Trotzdem habe ich jetzt folgendes gemacht:

Beitrag anzeigenZitat (Sarek: 04. Juli 2020 - 21:18)

Hier im Reiter "Sicherheit" mal nachschauen, wer alles darauf Zugriff hat.

Ergebnis (Gif-Animation):
Angehängtes Bild: REchte.gif

Beitrag anzeigenZitat (Sarek: 04. Juli 2020 - 21:18)

Sofern nicht vorhanden oder nur mit Lese-Rechte: Teste mal bei einem Ordner mit der "jeder" Berechtigung und gib dieser alle Lese-Schreibrechte


So?
Angehängtes Bild: Jeder, öffentlich.PNG


Zurück in Linux: Die Rechtevergabe im Ordner öffentlich hat aber nichts geändert, wenn ich in Linux bin:
Angehängtes Bild: Documetns Windows.png

------------------------------------------------------------------------------------------------------------

Kann man wirklich durch Veränderung der Rechte in Windows 10 erreichen, dass Linux dann auf diese HD schreiben kann?


Zitat

Dann nimm doch den Schreibschutz raus und alles sollte wieder wie früher sein.

Ich kann in Win10 nur auf einzelne Ordner Rechtsklicken und dann mir die Rechte anschauen. Wenn ich also wissen möchte, ob jeder einzelne Ordner schreibgeschützt ist, müsste ich jeden Ordner anklicken.

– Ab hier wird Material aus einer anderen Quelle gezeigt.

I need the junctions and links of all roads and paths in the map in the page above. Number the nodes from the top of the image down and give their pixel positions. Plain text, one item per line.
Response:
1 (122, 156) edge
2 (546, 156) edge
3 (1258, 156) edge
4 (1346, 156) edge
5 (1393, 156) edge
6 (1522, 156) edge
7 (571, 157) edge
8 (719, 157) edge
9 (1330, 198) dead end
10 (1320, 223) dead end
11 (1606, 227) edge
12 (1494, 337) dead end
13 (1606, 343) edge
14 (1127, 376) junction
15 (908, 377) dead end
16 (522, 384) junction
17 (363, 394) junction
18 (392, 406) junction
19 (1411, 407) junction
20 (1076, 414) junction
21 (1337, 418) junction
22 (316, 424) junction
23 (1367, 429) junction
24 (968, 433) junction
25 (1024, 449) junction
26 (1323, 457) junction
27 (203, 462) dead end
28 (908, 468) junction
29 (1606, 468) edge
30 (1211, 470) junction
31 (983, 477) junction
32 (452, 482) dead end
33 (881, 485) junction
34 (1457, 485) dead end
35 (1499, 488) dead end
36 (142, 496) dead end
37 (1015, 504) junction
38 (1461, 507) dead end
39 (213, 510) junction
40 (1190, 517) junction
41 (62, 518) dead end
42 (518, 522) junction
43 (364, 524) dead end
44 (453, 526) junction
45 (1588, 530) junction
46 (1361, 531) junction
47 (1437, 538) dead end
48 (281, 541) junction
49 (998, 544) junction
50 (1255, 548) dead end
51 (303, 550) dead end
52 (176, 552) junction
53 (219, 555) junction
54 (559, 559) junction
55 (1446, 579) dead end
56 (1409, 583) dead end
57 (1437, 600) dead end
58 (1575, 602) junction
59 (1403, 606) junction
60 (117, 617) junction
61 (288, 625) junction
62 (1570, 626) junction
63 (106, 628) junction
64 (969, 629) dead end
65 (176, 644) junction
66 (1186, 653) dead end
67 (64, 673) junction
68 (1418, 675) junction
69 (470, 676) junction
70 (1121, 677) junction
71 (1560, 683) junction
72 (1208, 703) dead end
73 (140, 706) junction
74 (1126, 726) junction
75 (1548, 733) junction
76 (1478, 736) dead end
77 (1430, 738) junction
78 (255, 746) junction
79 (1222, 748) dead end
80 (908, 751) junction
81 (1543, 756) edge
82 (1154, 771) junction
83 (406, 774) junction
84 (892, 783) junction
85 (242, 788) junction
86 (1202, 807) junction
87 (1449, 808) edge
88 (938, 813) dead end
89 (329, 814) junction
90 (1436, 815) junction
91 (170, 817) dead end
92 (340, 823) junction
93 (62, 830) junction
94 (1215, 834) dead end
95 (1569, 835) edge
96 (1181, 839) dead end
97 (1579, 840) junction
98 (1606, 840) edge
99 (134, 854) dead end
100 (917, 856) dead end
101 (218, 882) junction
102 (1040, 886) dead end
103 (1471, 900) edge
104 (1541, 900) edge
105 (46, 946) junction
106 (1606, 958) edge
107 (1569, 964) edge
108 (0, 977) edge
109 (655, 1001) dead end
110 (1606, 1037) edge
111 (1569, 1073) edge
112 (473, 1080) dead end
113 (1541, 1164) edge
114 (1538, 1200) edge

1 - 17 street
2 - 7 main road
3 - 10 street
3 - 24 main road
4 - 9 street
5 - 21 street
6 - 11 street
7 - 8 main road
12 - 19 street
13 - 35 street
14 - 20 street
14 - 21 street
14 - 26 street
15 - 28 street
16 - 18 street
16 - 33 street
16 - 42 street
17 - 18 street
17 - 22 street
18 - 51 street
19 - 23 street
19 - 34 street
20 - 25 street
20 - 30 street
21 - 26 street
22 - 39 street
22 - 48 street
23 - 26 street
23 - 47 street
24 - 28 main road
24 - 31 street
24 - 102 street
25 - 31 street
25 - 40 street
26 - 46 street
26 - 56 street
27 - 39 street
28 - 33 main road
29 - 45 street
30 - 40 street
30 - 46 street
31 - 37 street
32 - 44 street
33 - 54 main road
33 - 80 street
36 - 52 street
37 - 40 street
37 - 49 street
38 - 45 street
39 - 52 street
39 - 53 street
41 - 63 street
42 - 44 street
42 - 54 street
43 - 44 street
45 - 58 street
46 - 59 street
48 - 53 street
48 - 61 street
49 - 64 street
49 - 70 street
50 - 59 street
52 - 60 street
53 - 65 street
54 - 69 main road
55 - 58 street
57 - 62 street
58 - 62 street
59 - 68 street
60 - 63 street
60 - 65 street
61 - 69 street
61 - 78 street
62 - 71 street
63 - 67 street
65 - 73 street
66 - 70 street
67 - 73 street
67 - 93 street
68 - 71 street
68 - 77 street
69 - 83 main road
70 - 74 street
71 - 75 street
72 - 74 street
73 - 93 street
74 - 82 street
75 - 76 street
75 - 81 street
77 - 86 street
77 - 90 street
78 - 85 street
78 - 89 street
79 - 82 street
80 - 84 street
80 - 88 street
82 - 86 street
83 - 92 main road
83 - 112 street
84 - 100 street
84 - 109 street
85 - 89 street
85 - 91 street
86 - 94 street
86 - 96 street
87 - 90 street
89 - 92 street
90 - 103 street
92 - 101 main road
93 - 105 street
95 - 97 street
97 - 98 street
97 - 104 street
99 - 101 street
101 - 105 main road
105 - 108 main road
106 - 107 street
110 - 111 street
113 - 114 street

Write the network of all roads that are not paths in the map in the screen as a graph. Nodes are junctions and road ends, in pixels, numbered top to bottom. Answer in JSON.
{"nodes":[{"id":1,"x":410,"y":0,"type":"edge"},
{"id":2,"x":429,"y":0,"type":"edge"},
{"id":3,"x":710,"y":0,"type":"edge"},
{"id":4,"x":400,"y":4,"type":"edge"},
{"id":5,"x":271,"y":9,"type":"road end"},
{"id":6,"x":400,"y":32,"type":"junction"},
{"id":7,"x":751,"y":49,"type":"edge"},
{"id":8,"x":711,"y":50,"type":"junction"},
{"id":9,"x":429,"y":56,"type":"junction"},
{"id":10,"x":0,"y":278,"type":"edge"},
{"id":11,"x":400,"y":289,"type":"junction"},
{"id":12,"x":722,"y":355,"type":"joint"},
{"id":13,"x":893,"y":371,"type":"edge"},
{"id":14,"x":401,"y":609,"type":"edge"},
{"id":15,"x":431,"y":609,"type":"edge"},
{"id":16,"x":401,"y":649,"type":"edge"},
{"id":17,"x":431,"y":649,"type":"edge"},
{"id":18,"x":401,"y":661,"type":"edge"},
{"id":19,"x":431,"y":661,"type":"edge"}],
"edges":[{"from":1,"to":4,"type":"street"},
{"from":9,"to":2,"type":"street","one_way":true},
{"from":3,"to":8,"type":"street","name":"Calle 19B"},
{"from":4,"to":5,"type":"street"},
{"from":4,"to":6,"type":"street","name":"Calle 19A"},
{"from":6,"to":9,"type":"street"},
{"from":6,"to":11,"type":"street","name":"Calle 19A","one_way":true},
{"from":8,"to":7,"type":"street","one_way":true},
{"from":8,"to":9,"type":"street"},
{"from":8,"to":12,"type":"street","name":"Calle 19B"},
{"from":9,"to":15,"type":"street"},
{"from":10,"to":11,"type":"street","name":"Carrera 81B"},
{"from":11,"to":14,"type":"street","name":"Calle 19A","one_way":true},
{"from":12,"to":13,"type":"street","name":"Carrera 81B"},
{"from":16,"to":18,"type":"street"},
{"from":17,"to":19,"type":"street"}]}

Aber es scheint so zu sein, dass alle Ordner auf Laufwerk c: Schreibgeschützt sind.

Aber trotzdem kann ich in diesen Ordnern speichern, wenn ich mich in Windows 10 befinde. Sollte dann eben nicht gerade das auch unmöglich sein?


Zitat

Dann nimm doch den Schreibschutz raus und alles sollte wieder wie früher sein.

Wie kann ich das machen?
Wenn ich einen Rechtsklick auf c: mache, dann kann ich dort keinen Schreibschutz aktivieren/deaktivieren.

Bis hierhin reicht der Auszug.